[Collection entries]
----
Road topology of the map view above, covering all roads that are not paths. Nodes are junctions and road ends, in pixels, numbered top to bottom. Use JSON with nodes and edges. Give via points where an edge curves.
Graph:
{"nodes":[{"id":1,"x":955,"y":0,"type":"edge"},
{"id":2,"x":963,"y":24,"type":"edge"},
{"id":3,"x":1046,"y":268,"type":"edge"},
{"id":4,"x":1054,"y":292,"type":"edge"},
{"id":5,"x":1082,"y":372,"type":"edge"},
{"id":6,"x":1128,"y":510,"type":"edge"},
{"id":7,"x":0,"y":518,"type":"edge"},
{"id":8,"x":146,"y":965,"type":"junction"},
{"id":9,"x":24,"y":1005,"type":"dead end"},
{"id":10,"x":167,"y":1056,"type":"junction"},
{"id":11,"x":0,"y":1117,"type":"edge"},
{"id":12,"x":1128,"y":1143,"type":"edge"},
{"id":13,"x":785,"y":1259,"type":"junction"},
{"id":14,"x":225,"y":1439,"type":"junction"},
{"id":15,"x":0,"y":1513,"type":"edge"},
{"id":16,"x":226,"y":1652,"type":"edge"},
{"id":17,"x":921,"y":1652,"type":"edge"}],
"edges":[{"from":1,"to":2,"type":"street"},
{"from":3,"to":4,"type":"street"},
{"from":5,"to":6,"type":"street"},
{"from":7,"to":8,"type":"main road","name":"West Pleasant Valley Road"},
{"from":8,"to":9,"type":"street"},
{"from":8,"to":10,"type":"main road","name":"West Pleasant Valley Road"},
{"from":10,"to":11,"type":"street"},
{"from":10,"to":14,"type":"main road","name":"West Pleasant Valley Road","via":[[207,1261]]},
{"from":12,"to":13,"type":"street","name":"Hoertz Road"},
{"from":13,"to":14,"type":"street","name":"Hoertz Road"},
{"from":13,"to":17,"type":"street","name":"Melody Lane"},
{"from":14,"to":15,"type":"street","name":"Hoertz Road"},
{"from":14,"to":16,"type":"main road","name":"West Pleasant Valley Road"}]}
----
### Assigned task
Word for word, repeat every line of the data.

### Output
Road topology of the map view above, covering all roads that are not paths. Nodes are junctions and road ends, in pixels, numbered top to bottom. Use JSON with nodes and edges. Give via points where an edge curves.
Graph:
{"nodes":[{"id":1,"x":955,"y":0,"type":"edge"},
{"id":2,"x":963,"y":24,"type":"edge"},
{"id":3,"x":1046,"y":268,"type":"edge"},
{"id":4,"x":1054,"y":292,"type":"edge"},
{"id":5,"x":1082,"y":372,"type":"edge"},
{"id":6,"x":1128,"y":510,"type":"edge"},
{"id":7,"x":0,"y":518,"type":"edge"},
{"id":8,"x":146,"y":965,"type":"junction"},
{"id":9,"x":24,"y":1005,"type":"dead end"},
{"id":10,"x":167,"y":1056,"type":"junction"},
{"id":11,"x":0,"y":1117,"type":"edge"},
{"id":12,"x":1128,"y":1143,"type":"edge"},
{"id":13,"x":785,"y":1259,"type":"junction"},
{"id":14,"x":225,"y":1439,"type":"junction"},
{"id":15,"x":0,"y":1513,"type":"edge"},
{"id":16,"x":226,"y":1652,"type":"edge"},
{"id":17,"x":921,"y":1652,"type":"edge"}],
"edges":[{"from":1,"to":2,"type":"street"},
{"from":3,"to":4,"type":"street"},
{"from":5,"to":6,"type":"street"},
{"from":7,"to":8,"type":"main road","name":"West Pleasant Valley Road"},
{"from":8,"to":9,"type":"street"},
{"from":8,"to":10,"type":"main road","name":"West Pleasant Valley Road"},
{"from":10,"to":11,"type":"street"},
{"from":10,"to":14,"type":"main road","name":"West Pleasant Valley Road","via":[[207,1261]]},
{"from":12,"to":13,"type":"street","name":"Hoertz Road"},
{"from":13,"to":14,"type":"street","name":"Hoertz Road"},
{"from":13,"to":17,"type":"street","name":"Melody Lane"},
{"from":14,"to":15,"type":"street","name":"Hoertz Road"},
{"from":14,"to":16,"type":"main road","name":"West Pleasant Valley Road"}]}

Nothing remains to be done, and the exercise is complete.